Yue Yi (樂毅), enfeoffed as Lord of Changguo (昌國君), was a Chinese military general. He was a prominent military leader of the State of Yan during the Warring States period of ancient China. He was the son of the prime minister of the state of Zhongshan, but when Zhongshan was destroyed by King Wuling of Zhao, he was forced to wander from country to country. His talents were recognized by King Zhao of Yan, and he was made a minister. He served with great skill and helped forge alliances with the states of Zhao, Wei, Chu, Han and Qin against the threat posed by Qi. He led the allied armies and crushed the Qi forces.
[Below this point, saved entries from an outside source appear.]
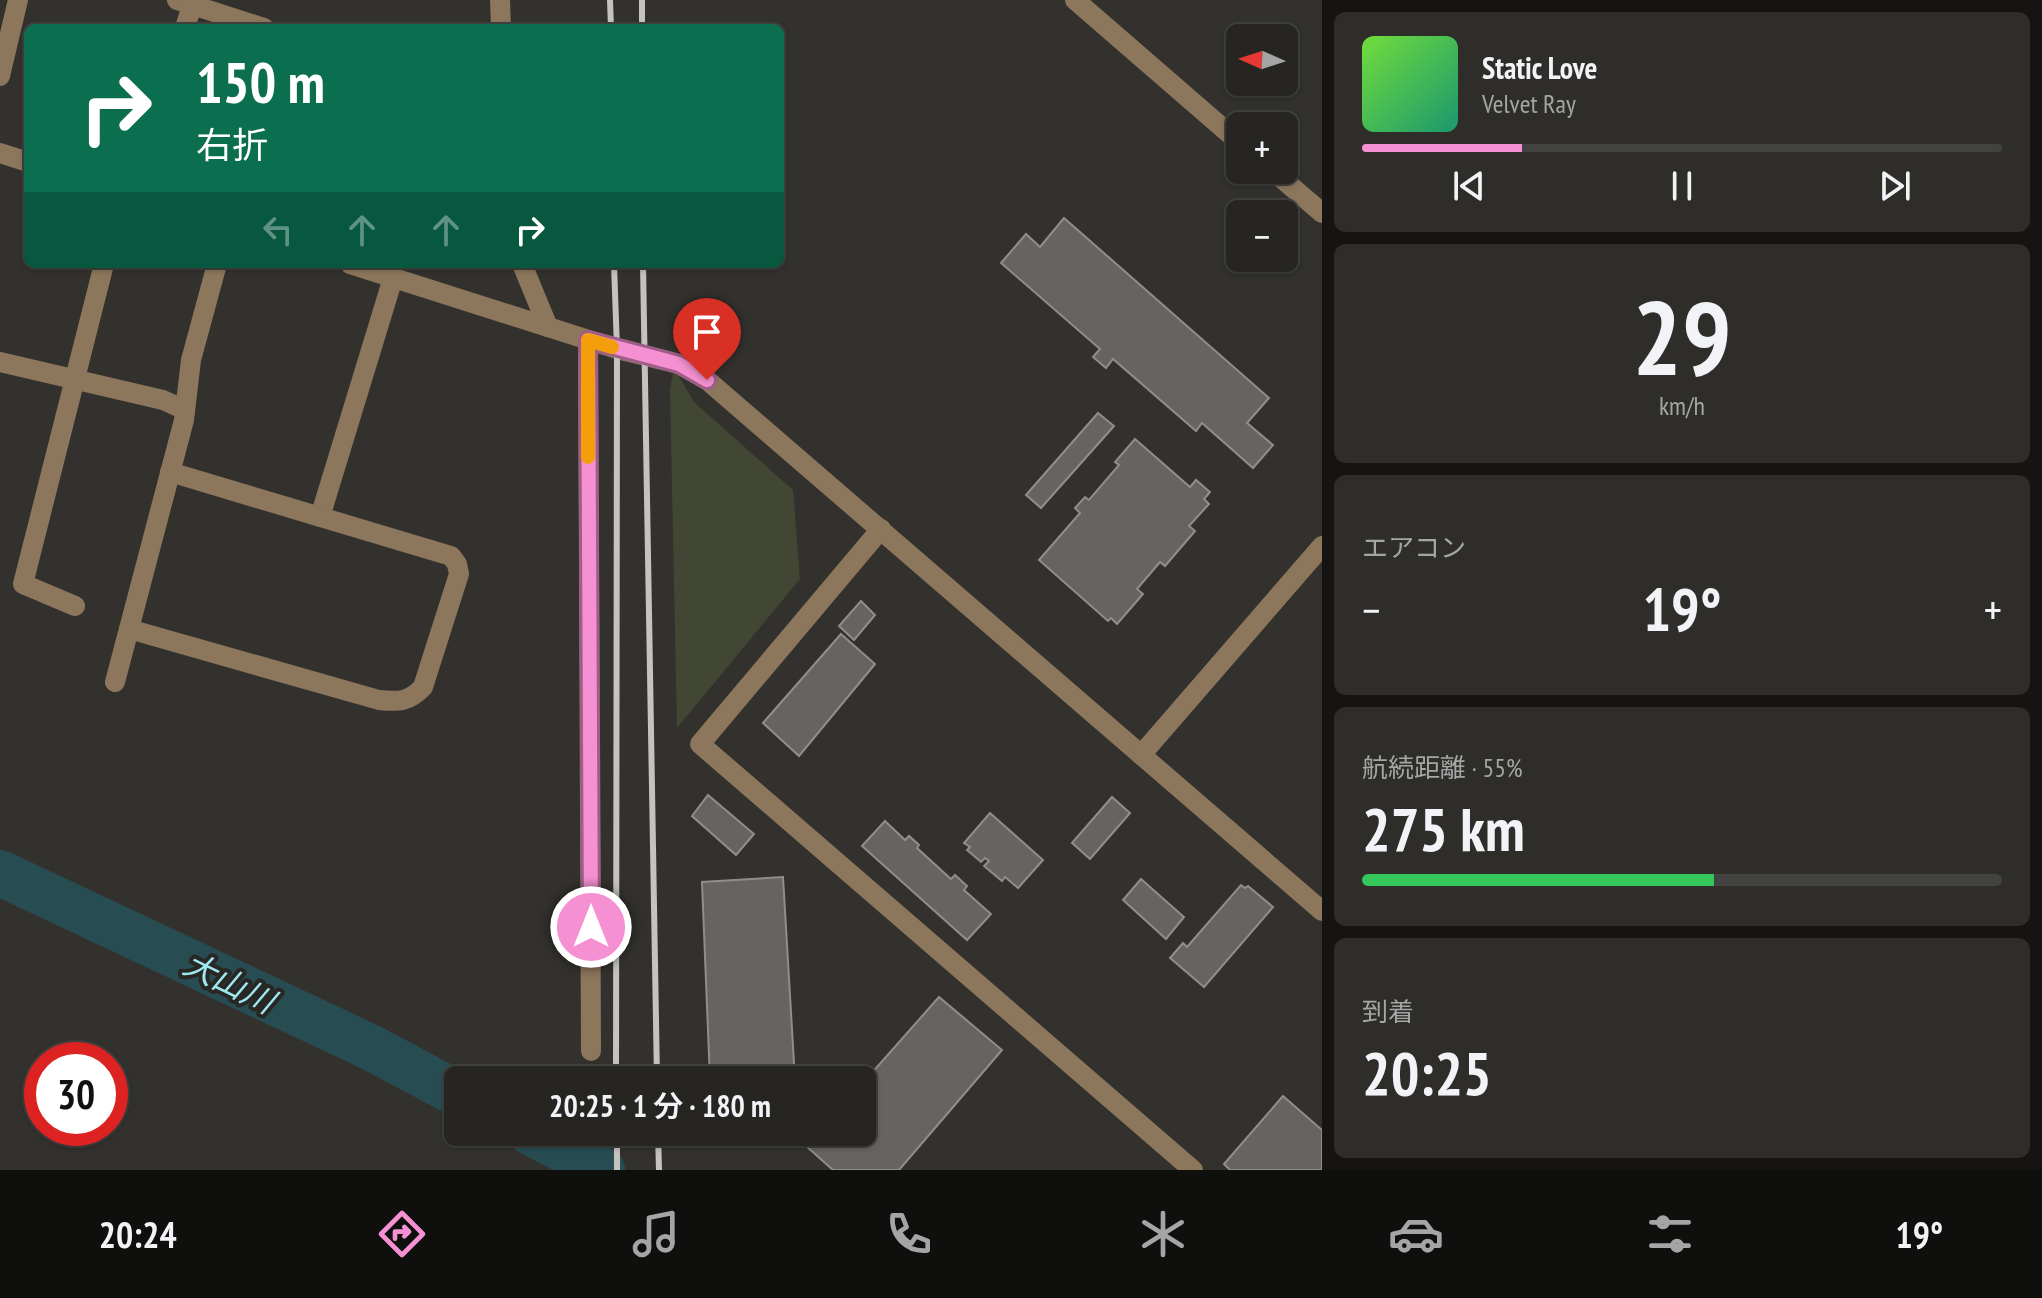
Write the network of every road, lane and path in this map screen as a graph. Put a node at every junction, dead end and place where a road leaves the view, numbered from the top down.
1 (18, 0) edge
2 (500, 0) edge
3 (1075, 0) edge
4 (184, 2) edge
5 (185, 24) edge
6 (252, 24) edge
7 (501, 24) edge
8 (0, 76) edge
9 (1226, 131) edge
10 (0, 153) edge
11 (24, 161) edge
12 (1288, 184) edge
13 (1322, 213) edge
14 (103, 268) edge
15 (216, 268) edge
16 (362, 268) edge
17 (524, 268) edge
18 (393, 278) junction
19 (548, 327) junction
20 (588, 340) junction
21 (0, 362) edge
22 (74, 380) junction
23 (185, 410) junction
24 (170, 472) junction
25 (320, 517) junction
26 (881, 529) junction
27 (1322, 546) edge
28 (75, 606) dead end
29 (129, 629) junction
30 (115, 682) dead end
31 (1141, 755) junction
32 (1322, 911) edge
33 (591, 1051) dead end
34 (1193, 1170) edge

1 - 8 street
2 - 7 street
3 - 9 street
4 - 5 street
4 - 6 street
10 - 11 street
12 - 13 street
14 - 22 street
15 - 23 street
16 - 18 street
17 - 19 street
18 - 19 street
18 - 25 street
19 - 20 street
20 - 26 street
20 - 33 street
21 - 22 street
22 - 23 street
22 - 28 street
23 - 24 street
24 - 25 street
24 - 29 street
25 - 29 street
26 - 31 street
26 - 34 street
27 - 31 street
29 - 30 street
31 - 32 street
The cruel King of Qi was driven away, and, except for two cities, the entire territory of Qi was brought under control. Soon thereafter, King Zhao of Yan suddenly died. Due to the scheming of Tian Dan of Qi, King Hui of Yan mistrusted him and he fled to the state of Zhao, where he was enfeoffed as Lord of Wangzhu (望諸君). His son Yue Jian (樂間) inherited his title Lord of Changguo in Yan.

==Popular culture==

Yue Yi is one of the 32 historical figures who appear as special characters in the video game Romance of the Three Kingdoms XI by Koei. In the Chinese classical novel Romance of the Three Kingdoms, Zhuge Liang often compares himself with Yue Yi and Guan Zhong.

In the Manga series Kingdom, he was a highly respected Great General of Yan known as "Gaku Ki" and considered as the "Military God" for his feats on the battlefield. In the past, he served as Commander-in-Chief of a Coalition Army that successfully invaded the state of Qi reducing considerably the power of the state.